Your output should be the exact lines from the start of the data through the line containing "Digitize the connectivity of all", with no pictures.

▶ [SUPPLIED DATA]
[Start of Attachment]

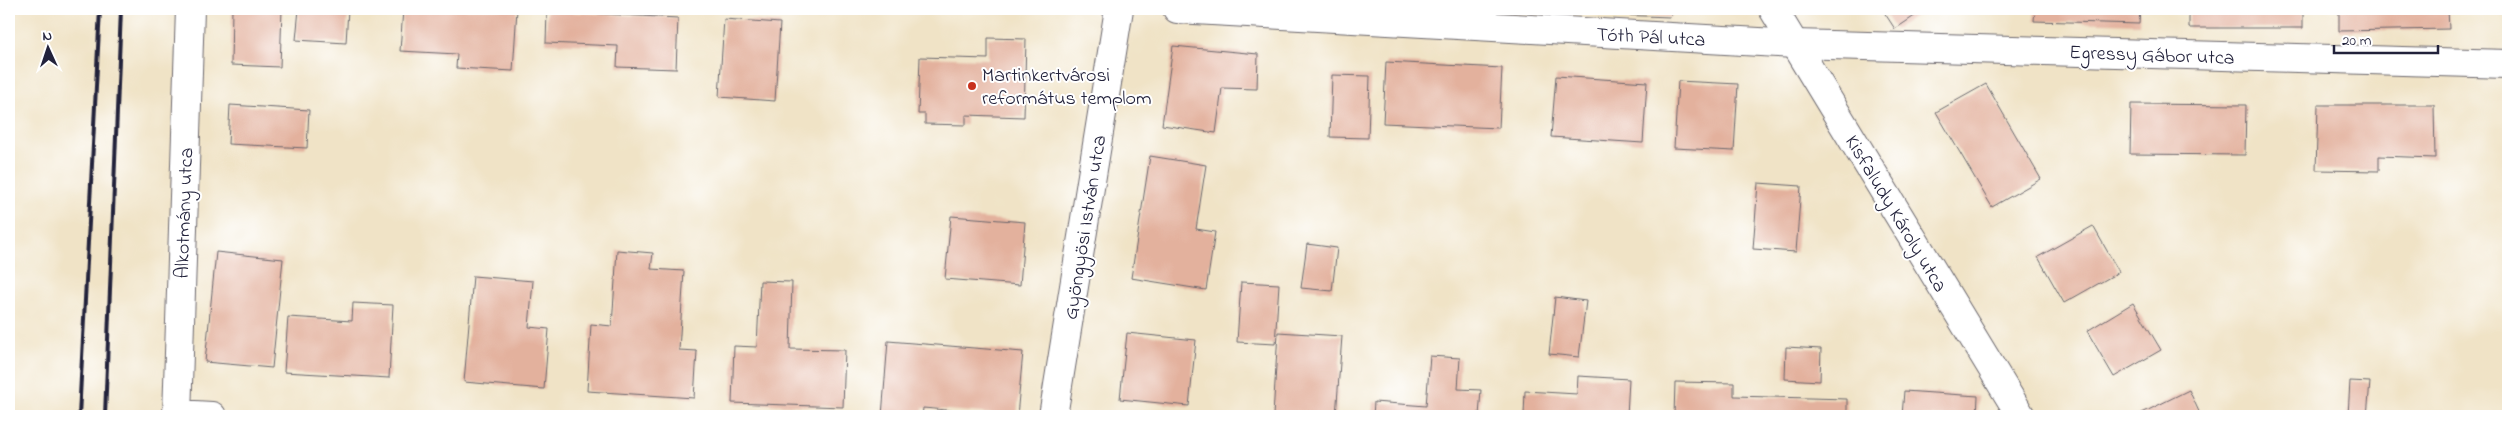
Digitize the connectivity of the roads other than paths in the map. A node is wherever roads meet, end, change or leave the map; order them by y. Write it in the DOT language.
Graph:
graph roads {
  1 [pos="190,9"];
  2 [pos="1119,9"];
  3 [pos="1177,9"];
  4 [pos="1773,9"];
  5 [pos="1795,44"];
  6 [pos="2508,64"];
  7 [pos="177,415"];
  8 [pos="212,416"];
  9 [pos="1053,416"];
  10 [pos="2022,416"];
  1 -- 7 [label="street, Alkotmány utca"];
  2 -- 9 [label="street, Gyöngyösi István utca"];
  3 -- 5 [label="street, Tóth Pál utca"];
  4 -- 5 [label="street, Kisfaludy Károly utca"];
  5 -- 6 [label="street, Egressy Gábor utca"];
  5 -- 10 [label="street, Kisfaludy Károly utca"];
  7 -- 8 [label="street"];
}
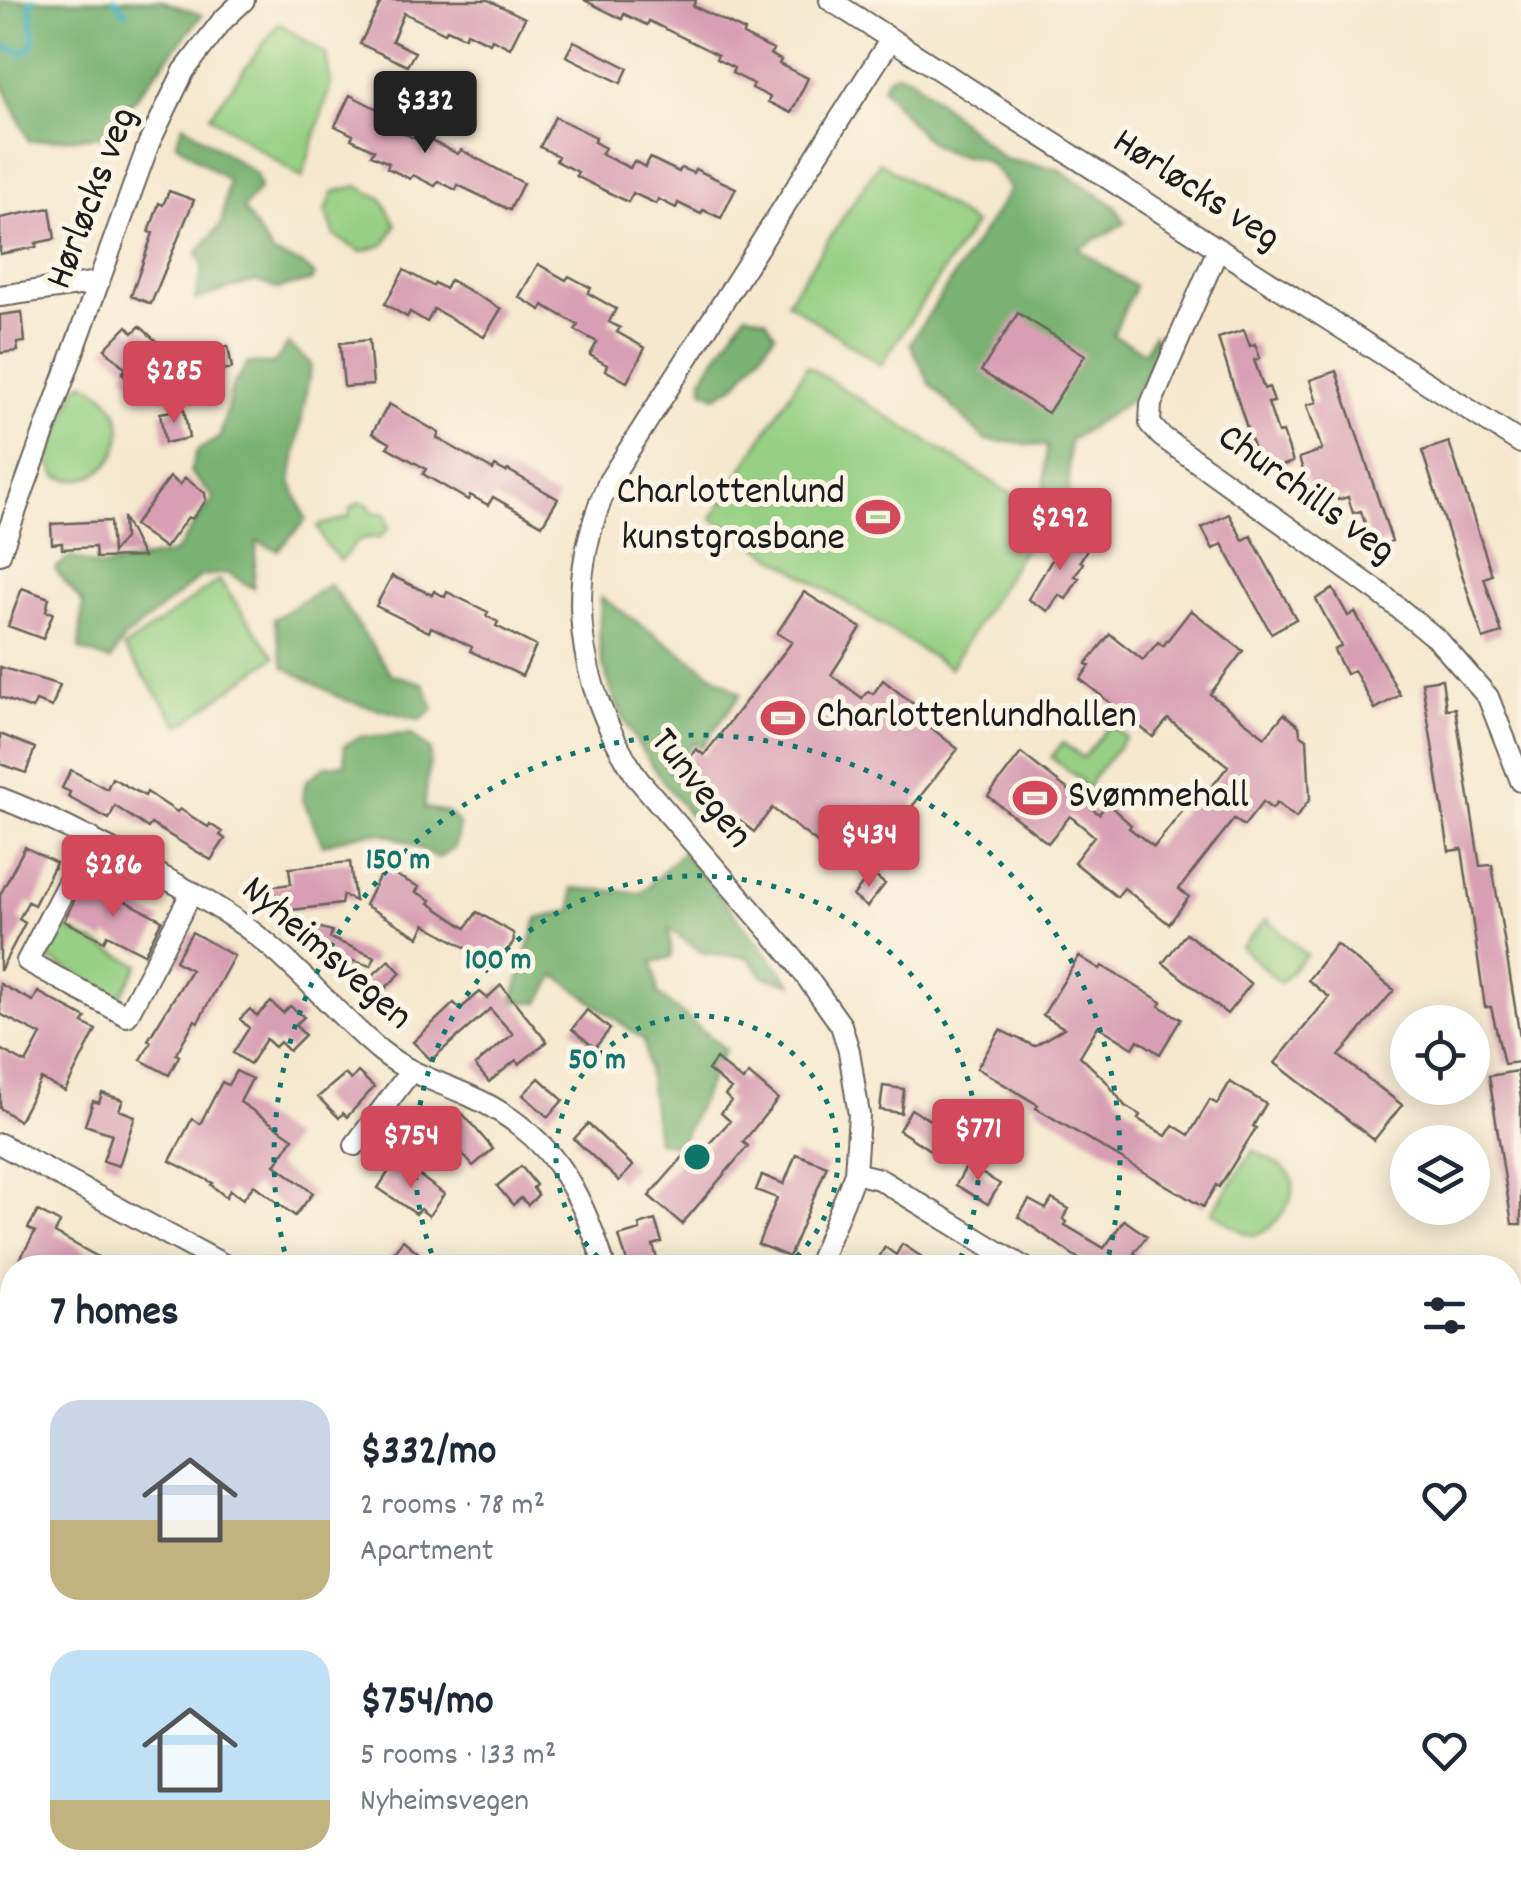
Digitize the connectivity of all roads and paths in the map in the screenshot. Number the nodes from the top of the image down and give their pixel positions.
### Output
1 (244, 0) edge
2 (830, 0) edge
3 (892, 40) junction
4 (1218, 248) junction
5 (98, 282) junction
6 (0, 296) edge
7 (1521, 443) edge
8 (0, 554) edge
9 (1521, 781) edge
10 (0, 798) edge
11 (91, 838) junction
12 (192, 892) junction
13 (411, 1071) junction
14 (0, 1144) edge
15 (355, 1146) dead end
16 (855, 1174) junction
17 (206, 1255) edge
18 (600, 1255) edge
19 (822, 1255) edge
20 (1004, 1255) edge

1 - 5 street, Hørløcks veg
2 - 3 street, Hørløcks veg
3 - 4 street, Hørløcks veg
3 - 16 street, Tunvegen
4 - 7 street, Hørløcks veg
4 - 9 street, Churchills veg
5 - 6 street
5 - 8 street, Hørløcks veg
10 - 11 street, Nyheimsvegen
11 - 12 street, Nyheimsvegen
11 - 12 street, Nyheimsvegen
12 - 13 street, Nyheimsvegen
13 - 15 street, Nyheimsvegen
13 - 18 street, Nyheimsvegen
14 - 17 street
16 - 19 street, Tunvegen
16 - 20 street

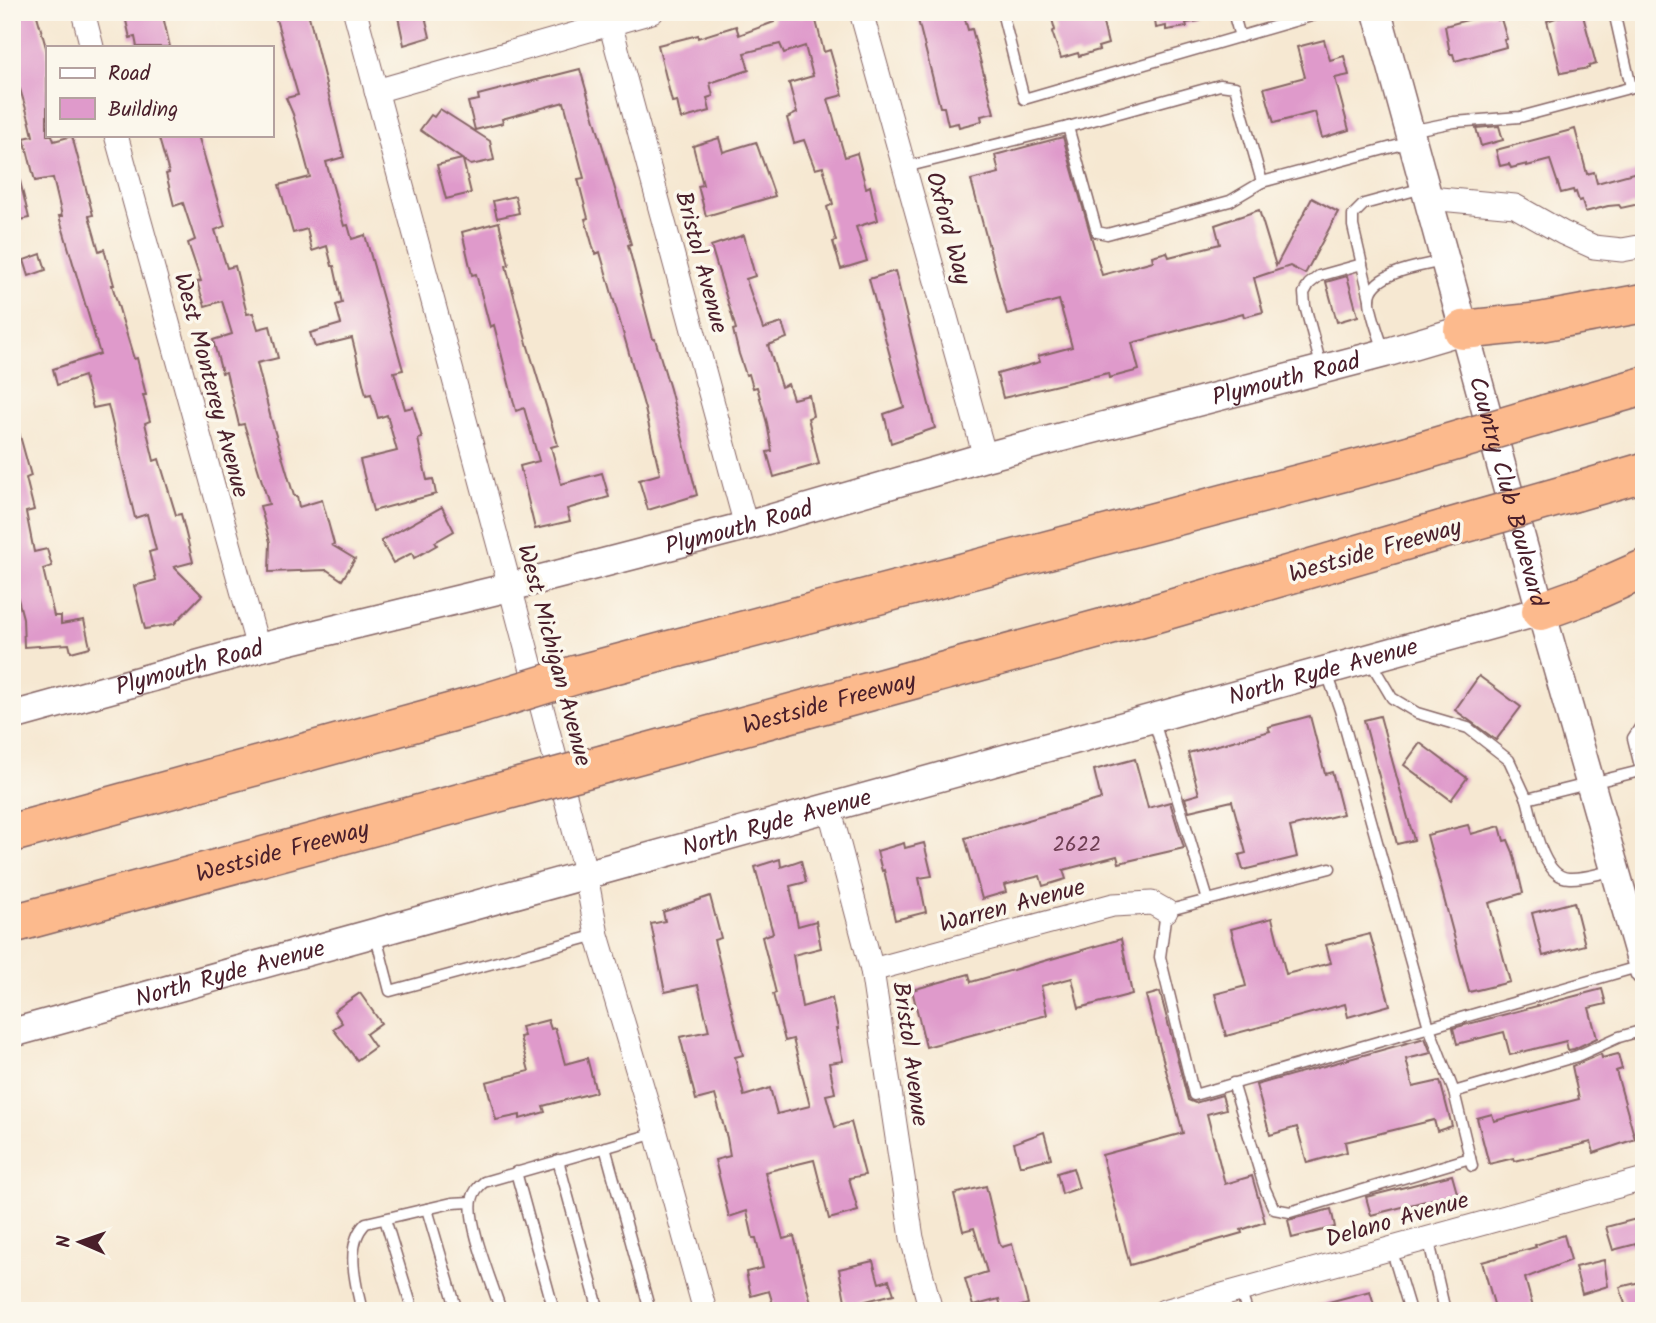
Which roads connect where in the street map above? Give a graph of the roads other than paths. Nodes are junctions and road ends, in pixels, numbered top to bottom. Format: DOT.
graph roads {
  1 [pos="83,12"];
  2 [pos="355,12"];
  3 [pos="652,12"];
  4 [pos="860,12"];
  5 [pos="1002,12"];
  6 [pos="1233,12"];
  7 [pos="1325,12"];
  8 [pos="1377,12"];
  9 [pos="1614,12"];
  10 [pos="608,18"];
  11 [pos="1240,37"];
  12 [pos="92,46"];
  13 [pos="1644,84"];
  14 [pos="1631,87"];
  15 [pos="376,91"];
  16 [pos="1068,127"];
  17 [pos="116,136"];
  18 [pos="1412,136"];
  19 [pos="905,167"];
  20 [pos="1262,182"];
  21 [pos="1427,193"];
  22 [pos="1644,246"];
  23 [pos="1445,260"];
  24 [pos="1362,264"];
  25 [pos="1370,299"];
  26 [pos="1644,303"];
  27 [pos="1463,330"];
  28 [pos="1385,353"];
  29 [pos="1322,369"];
  30 [pos="1644,386"];
  31 [pos="985,457"];
  32 [pos="1644,472"];
  33 [pos="746,526"];
  34 [pos="1644,569"];
  35 [pos="510,587"];
  36 [pos="1541,611"];
  37 [pos="258,649"];
  38 [pos="1369,659"];
  39 [pos="1326,670"];
  40 [pos="12,716"];
  41 [pos="1153,718"];
  42 [pos="1644,721"];
  43 [pos="1643,774"];
  44 [pos="1591,784"];
  45 [pos="1527,799"];
  46 [pos="829,807"];
  47 [pos="12,833"];
  48 [pos="1330,868"];
  49 [pos="1615,871"];
  50 [pos="586,875"];
  51 [pos="1208,900"];
  52 [pos="1166,911"];
  53 [pos="12,925"];
  54 [pos="375,933"];
  55 [pos="597,934"];
  56 [pos="1643,968"];
  57 [pos="872,970"];
  58 [pos="1429,1027"];
  59 [pos="1644,1030"];
  60 [pos="12,1032"];
  61 [pos="1233,1083"];
  62 [pos="1454,1092"];
  63 [pos="656,1132"];
  64 [pos="605,1147"];
  65 [pos="558,1160"];
  66 [pos="516,1172"];
  67 [pos="1644,1179"];
  68 [pos="471,1202"];
  69 [pos="427,1209"];
  70 [pos="385,1219"];
  71 [pos="1428,1237"];
  72 [pos="1391,1248"];
  73 [pos="1244,1300"];
  74 [pos="362,1311"];
  75 [pos="413,1311"];
  76 [pos="457,1311"];
  77 [pos="501,1311"];
  78 [pos="554,1311"];
  79 [pos="599,1311"];
  80 [pos="650,1311"];
  81 [pos="705,1311"];
  82 [pos="931,1311"];
  83 [pos="1164,1311"];
  84 [pos="1410,1311"];
  85 [pos="1445,1311"];
  1 -- 12 [label="street"];
  2 -- 15 [label="street, West Michigan Avenue"];
  3 -- 10 [label="street"];
  4 -- 19 [label="street, Oxford Way"];
  5 -- 11 [label="lane"];
  6 -- 11 [label="lane"];
  7 -- 11 [label="lane"];
  8 -- 18 [label="street, Country Club Boulevard"];
  9 -- 14 [label="lane"];
  10 -- 15 [label="street"];
  10 -- 33 [label="street, Bristol Avenue"];
  13 -- 14 [label="lane"];
  14 -- 18 [label="lane"];
  15 -- 35 [label="street, West Michigan Avenue"];
  16 -- 19 [label="lane"];
  16 -- 20 [label="lane"];
  16 -- 20 [label="lane"];
  17 -- 37 [label="street, West Monterey Avenue"];
  18 -- 20 [label="lane"];
  18 -- 21 [label="street, Country Club Boulevard"];
  19 -- 31 [label="street, Oxford Way"];
  21 -- 22 [label="street"];
  21 -- 23 [label="street, Country Club Boulevard"];
  21 -- 24 [label="lane"];
  23 -- 25 [label="lane"];
  23 -- 27 [label="street, Country Club Boulevard"];
  24 -- 25 [label="lane"];
  24 -- 29 [label="lane"];
  25 -- 28 [label="lane"];
  26 -- 27 [label="highway"];
  27 -- 28 [label="street, Plymouth Road"];
  27 -- 36 [label="street, Country Club Boulevard"];
  28 -- 29 [label="street, Plymouth Road"];
  29 -- 31 [label="street, Plymouth Road"];
  30 -- 47 [label="highway, bridge"];
  31 -- 33 [label="street, Plymouth Road"];
  32 -- 53 [label="highway, Westside Freeway, bridge"];
  33 -- 35 [label="street, Plymouth Road"];
  34 -- 36 [label="highway"];
  35 -- 37 [label="street, Plymouth Road"];
  35 -- 50 [label="street, West Michigan Avenue"];
  36 -- 38 [label="street, North Ryde Avenue"];
  36 -- 44 [label="street, Country Club Boulevard"];
  37 -- 40 [label="street, Plymouth Road"];
  38 -- 39 [label="street, North Ryde Avenue"];
  38 -- 45 [label="lane"];
  39 -- 41 [label="street, North Ryde Avenue"];
  39 -- 58 [label="lane"];
  41 -- 46 [label="street, North Ryde Avenue"];
  41 -- 51 [label="lane"];
  42 -- 43 [label="lane"];
  43 -- 44 [label="lane"];
  44 -- 45 [label="lane"];
  44 -- 49 [label="street, Country Club Boulevard"];
  45 -- 49 [label="lane"];
  46 -- 50 [label="street, North Ryde Avenue"];
  46 -- 57 [label="street, Bristol Avenue"];
  48 -- 51 [label="lane"];
  49 -- 56 [label="street, Country Club Boulevard"];
  50 -- 54 [label="street, North Ryde Avenue"];
  50 -- 55 [label="street, West Michigan Avenue"];
  51 -- 52 [label="lane"];
  52 -- 57 [label="street, Warren Avenue"];
  52 -- 61 [label="lane"];
  54 -- 55 [label="lane"];
  54 -- 60 [label="street, North Ryde Avenue"];
  55 -- 63 [label="street, West Michigan Avenue"];
  56 -- 58 [label="lane"];
  57 -- 82 [label="street, Bristol Avenue"];
  58 -- 61 [label="lane"];
  58 -- 62 [label="lane"];
  59 -- 62 [label="lane"];
  61 -- 62 [label="lane"];
  63 -- 64 [label="lane"];
  63 -- 81 [label="street, West Michigan Avenue"];
  64 -- 65 [label="lane"];
  64 -- 80 [label="lane"];
  65 -- 66 [label="lane"];
  65 -- 79 [label="lane"];
  66 -- 68 [label="lane"];
  66 -- 78 [label="lane"];
  67 -- 71 [label="street, Delano Avenue"];
  68 -- 69 [label="lane"];
  68 -- 77 [label="lane"];
  69 -- 70 [label="lane"];
  69 -- 76 [label="lane"];
  70 -- 74 [label="lane"];
  70 -- 75 [label="lane"];
  71 -- 72 [label="street, Delano Avenue"];
  71 -- 85 [label="lane"];
  72 -- 73 [label="street, Delano Avenue"];
  72 -- 84 [label="lane"];
  73 -- 83 [label="street, Delano Avenue"];
}
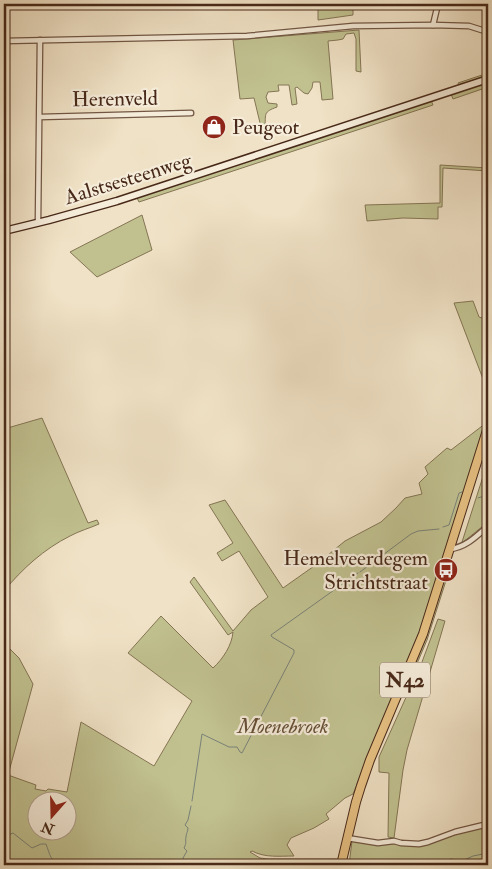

[End of Attachment]

▶ [REPLY TO THE EXERCISE]
Digitize the connectivity of the roads other than paths in the map. A node is wherever roads meet, end, change or leave the map; order them by y. Write it in the DOT language.
Graph:
graph roads {
  1 [pos="190,9"];
  2 [pos="1119,9"];
  3 [pos="1177,9"];
  4 [pos="1773,9"];
  5 [pos="1795,44"];
  6 [pos="2508,64"];
  7 [pos="177,415"];
  8 [pos="212,416"];
  9 [pos="1053,416"];
  10 [pos="2022,416"];
  1 -- 7 [label="street, Alkotmány utca"];
  2 -- 9 [label="street, Gyöngyösi István utca"];
  3 -- 5 [label="street, Tóth Pál utca"];
  4 -- 5 [label="street, Kisfaludy Károly utca"];
  5 -- 6 [label="street, Egressy Gábor utca"];
  5 -- 10 [label="street, Kisfaludy Károly utca"];
  7 -- 8 [label="street"];
}
Digitize the connectivity of all roads and paths in the map in the screenshot. Number the nodes from the top of the image down and give their pixel positions.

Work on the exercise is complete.